| YOUR OBJECTIVE |
Work out how many lines in the data below contain "石巻街道", and state that count with nothing added.

| RECORDS FOR THIS TASK |
※ ※ ※
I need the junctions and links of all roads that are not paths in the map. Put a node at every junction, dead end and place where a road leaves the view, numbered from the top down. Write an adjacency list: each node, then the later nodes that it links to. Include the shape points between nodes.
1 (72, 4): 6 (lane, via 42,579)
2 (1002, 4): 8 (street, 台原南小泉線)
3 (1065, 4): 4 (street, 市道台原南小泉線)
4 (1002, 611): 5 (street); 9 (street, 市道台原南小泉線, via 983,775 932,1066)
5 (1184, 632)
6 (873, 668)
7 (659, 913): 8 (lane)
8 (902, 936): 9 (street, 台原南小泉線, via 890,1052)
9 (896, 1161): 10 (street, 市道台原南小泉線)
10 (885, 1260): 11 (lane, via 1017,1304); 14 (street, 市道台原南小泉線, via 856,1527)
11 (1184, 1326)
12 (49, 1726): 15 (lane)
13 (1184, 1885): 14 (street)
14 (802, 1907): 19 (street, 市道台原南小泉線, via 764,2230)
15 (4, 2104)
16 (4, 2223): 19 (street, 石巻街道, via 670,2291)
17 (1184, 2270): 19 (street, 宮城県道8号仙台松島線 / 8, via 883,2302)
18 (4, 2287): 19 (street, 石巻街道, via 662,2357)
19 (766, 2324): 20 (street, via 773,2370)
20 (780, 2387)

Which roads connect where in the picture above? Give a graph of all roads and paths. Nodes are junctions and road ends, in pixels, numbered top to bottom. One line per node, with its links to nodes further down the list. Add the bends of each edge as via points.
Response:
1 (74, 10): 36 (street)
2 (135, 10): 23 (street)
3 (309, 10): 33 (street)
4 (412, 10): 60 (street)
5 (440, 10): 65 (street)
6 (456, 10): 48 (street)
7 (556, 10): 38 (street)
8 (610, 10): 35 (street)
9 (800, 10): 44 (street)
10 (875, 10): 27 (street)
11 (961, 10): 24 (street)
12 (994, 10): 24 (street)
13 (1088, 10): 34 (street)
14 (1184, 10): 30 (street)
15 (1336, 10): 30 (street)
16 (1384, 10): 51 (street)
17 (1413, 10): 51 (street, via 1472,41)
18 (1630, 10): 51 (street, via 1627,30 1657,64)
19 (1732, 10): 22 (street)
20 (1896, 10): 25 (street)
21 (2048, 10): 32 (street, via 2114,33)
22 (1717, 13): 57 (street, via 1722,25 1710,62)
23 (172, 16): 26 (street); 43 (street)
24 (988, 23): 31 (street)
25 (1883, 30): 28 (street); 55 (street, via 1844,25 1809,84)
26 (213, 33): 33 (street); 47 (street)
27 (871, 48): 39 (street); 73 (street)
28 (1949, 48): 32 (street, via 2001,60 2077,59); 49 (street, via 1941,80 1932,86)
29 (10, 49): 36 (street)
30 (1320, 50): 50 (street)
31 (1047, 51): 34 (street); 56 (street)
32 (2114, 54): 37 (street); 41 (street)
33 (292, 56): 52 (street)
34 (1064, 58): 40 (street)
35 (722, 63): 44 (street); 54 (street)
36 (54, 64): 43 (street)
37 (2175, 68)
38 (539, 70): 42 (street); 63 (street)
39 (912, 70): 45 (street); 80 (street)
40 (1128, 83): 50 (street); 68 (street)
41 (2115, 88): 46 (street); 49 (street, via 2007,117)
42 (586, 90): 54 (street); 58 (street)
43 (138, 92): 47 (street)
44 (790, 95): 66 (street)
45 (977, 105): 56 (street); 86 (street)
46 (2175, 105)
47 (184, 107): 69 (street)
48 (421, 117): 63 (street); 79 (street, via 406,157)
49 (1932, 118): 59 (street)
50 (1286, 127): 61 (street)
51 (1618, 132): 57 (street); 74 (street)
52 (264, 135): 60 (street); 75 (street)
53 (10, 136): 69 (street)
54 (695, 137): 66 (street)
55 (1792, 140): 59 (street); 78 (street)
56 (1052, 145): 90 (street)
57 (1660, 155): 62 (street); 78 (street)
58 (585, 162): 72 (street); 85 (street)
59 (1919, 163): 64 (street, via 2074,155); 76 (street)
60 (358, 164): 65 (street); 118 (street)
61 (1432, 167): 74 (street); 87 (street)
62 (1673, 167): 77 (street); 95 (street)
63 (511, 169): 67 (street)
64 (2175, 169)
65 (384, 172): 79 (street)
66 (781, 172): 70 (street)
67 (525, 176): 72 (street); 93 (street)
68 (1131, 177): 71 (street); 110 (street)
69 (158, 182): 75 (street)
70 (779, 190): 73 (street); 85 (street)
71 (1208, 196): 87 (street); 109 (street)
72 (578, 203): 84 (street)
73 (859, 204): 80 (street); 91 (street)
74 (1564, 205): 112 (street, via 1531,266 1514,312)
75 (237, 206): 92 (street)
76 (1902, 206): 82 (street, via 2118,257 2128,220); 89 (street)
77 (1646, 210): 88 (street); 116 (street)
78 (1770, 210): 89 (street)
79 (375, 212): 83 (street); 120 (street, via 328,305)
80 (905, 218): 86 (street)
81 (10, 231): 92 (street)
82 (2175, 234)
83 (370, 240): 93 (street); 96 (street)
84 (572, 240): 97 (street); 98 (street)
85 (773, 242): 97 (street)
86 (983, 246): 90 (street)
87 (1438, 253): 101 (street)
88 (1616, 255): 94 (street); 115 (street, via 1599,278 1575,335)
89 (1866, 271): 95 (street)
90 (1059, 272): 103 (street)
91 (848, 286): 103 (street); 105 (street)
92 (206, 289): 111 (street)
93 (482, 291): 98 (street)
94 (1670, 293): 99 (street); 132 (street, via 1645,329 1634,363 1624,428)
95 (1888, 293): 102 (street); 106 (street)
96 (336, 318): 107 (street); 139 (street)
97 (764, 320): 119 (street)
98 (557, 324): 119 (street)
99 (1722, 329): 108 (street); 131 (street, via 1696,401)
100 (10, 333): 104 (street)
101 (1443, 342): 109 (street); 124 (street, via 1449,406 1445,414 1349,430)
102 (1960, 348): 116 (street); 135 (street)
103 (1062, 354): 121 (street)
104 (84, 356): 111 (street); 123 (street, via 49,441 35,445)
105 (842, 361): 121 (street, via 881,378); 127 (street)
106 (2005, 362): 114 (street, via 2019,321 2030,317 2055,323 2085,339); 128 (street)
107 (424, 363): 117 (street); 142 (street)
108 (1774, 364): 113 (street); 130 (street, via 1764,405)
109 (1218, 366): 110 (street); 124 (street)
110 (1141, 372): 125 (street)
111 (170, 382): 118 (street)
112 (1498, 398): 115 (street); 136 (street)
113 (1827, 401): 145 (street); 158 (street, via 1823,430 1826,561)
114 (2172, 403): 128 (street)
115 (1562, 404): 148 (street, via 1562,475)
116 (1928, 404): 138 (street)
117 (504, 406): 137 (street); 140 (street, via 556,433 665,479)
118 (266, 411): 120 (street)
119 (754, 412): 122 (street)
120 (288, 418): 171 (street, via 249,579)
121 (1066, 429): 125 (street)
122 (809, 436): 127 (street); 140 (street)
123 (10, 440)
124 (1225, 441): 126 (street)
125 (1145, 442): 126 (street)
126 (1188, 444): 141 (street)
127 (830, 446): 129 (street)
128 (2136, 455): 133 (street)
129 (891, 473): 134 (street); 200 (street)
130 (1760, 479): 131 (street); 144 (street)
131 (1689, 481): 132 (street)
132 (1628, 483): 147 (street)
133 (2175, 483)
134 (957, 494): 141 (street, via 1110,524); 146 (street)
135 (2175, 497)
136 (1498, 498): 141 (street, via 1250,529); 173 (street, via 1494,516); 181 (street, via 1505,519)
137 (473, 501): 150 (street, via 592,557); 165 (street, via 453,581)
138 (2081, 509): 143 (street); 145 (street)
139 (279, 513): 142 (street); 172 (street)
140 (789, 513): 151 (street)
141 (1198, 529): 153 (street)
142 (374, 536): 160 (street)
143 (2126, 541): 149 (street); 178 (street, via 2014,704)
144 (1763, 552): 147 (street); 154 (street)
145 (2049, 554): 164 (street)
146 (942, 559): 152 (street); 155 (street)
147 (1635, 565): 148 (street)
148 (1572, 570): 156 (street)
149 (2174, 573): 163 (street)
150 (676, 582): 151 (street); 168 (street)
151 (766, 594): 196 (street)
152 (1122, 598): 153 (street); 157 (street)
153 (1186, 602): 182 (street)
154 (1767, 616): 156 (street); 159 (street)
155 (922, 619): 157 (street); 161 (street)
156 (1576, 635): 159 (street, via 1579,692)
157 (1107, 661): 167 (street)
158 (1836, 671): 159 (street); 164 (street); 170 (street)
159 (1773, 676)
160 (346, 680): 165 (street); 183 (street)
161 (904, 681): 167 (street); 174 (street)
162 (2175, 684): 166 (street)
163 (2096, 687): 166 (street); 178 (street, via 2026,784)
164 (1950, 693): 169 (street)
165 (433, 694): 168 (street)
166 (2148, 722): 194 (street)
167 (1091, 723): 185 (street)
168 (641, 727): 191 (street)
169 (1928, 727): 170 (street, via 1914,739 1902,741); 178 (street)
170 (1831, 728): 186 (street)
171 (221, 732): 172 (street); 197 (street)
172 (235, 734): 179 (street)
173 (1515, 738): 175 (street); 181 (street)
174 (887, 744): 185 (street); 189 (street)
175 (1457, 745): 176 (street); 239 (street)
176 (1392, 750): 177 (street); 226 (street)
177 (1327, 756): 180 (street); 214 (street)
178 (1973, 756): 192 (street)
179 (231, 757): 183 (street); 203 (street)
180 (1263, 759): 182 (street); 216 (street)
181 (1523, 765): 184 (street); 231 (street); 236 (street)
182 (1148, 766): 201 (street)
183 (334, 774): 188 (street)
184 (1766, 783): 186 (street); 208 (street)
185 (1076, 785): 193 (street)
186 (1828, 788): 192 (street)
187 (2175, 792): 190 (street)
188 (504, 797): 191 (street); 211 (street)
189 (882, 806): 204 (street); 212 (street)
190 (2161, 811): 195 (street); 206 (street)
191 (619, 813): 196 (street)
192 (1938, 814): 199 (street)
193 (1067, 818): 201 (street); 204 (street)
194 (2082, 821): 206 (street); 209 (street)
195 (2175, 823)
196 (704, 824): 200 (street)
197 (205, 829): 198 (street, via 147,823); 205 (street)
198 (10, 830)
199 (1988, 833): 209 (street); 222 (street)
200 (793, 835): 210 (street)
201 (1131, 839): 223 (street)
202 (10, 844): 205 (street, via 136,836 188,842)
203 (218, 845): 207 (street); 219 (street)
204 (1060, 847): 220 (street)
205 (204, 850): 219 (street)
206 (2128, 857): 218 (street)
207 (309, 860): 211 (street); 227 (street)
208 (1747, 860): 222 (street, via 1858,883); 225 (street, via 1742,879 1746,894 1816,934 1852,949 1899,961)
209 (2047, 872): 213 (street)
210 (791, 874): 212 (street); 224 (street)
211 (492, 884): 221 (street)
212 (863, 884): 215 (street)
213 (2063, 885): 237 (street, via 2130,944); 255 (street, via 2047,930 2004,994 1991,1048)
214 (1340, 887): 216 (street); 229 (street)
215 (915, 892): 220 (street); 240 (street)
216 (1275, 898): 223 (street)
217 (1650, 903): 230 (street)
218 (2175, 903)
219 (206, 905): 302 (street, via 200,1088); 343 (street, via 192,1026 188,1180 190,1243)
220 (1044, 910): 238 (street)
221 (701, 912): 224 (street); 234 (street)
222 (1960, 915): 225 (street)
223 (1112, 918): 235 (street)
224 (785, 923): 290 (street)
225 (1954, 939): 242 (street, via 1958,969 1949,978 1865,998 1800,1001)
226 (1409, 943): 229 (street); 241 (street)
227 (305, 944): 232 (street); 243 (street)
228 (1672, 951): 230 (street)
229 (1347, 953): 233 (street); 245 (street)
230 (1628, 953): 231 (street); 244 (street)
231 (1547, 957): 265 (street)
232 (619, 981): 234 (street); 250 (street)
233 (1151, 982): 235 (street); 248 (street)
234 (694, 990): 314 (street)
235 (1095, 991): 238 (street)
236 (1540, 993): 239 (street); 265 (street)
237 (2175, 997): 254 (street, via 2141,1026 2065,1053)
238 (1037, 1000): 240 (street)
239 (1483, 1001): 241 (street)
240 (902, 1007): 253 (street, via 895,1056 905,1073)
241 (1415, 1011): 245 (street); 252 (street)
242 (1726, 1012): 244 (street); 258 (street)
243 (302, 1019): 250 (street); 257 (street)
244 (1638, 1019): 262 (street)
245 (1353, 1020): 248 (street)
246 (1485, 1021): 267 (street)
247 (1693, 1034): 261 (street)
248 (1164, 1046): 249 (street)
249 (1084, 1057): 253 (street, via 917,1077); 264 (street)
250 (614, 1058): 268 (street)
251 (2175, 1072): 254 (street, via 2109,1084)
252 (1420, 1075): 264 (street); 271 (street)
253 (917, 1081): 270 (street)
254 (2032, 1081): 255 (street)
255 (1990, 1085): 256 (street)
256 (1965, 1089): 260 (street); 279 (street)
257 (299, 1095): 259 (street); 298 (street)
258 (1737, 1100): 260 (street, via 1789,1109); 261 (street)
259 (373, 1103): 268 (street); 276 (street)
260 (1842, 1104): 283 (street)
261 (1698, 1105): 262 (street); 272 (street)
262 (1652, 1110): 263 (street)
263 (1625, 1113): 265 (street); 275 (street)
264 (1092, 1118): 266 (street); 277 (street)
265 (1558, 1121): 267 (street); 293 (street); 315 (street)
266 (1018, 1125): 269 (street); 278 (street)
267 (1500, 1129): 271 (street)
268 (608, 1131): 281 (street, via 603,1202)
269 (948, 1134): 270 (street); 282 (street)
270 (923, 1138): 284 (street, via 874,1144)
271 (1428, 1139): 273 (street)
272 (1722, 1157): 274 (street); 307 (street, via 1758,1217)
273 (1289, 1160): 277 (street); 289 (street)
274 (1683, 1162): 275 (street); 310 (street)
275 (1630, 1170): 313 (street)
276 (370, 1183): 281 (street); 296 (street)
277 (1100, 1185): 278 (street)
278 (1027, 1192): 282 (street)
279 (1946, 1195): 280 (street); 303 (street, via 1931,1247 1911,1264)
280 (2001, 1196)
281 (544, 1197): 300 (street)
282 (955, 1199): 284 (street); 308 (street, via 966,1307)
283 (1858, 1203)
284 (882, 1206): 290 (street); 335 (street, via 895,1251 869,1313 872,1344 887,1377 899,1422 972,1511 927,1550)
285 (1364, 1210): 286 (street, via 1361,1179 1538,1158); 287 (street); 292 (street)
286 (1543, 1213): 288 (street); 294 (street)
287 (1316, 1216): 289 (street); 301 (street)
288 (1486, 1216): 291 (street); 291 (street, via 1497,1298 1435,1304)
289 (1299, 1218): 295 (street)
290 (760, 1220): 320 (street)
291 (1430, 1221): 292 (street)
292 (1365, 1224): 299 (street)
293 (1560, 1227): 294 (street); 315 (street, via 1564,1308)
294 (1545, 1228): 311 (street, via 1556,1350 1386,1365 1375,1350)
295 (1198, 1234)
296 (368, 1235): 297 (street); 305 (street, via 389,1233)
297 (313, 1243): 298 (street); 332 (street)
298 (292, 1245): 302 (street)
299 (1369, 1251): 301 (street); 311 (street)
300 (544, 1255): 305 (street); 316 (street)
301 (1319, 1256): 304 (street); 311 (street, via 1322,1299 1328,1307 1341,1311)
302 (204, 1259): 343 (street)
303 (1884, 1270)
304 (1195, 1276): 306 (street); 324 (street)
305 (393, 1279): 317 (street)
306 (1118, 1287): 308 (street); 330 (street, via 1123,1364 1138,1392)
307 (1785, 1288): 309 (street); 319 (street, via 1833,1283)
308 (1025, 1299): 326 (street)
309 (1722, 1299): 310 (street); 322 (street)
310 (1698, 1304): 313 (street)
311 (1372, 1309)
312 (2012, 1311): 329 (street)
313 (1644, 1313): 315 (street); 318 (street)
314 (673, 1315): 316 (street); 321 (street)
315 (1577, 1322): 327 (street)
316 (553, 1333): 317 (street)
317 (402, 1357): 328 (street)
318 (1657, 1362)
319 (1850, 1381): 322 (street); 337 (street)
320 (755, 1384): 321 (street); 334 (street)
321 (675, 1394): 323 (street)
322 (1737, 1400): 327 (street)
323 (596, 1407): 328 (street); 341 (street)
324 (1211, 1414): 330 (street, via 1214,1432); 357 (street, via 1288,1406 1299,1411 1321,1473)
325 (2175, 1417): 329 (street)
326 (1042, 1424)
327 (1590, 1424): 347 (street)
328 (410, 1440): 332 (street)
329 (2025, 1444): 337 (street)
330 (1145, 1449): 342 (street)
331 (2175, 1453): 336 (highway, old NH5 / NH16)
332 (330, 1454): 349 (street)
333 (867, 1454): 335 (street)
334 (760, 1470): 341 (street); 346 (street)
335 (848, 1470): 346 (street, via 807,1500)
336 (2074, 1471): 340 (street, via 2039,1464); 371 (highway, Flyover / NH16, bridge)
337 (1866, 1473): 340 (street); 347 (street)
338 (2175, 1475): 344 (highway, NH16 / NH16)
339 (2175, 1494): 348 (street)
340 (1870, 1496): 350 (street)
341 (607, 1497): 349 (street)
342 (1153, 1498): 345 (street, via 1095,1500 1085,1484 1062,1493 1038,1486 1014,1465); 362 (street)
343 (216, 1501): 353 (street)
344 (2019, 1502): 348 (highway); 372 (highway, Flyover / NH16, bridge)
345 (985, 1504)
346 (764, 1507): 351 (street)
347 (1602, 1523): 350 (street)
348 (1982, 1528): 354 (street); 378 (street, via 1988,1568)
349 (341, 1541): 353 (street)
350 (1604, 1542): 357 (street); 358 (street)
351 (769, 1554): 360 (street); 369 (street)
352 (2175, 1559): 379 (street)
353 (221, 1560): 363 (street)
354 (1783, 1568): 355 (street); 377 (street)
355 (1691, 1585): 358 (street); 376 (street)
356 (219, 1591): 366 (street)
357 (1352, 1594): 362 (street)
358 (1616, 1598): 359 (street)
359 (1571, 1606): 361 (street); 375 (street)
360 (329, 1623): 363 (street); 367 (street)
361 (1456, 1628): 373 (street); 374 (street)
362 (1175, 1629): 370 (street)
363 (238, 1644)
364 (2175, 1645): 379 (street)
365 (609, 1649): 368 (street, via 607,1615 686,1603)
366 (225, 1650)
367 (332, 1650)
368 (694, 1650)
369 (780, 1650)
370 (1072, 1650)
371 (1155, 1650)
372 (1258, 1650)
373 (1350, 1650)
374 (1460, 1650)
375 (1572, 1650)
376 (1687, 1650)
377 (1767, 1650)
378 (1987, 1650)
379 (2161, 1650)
※ ※ ※
| YOUR SOLUTION |
2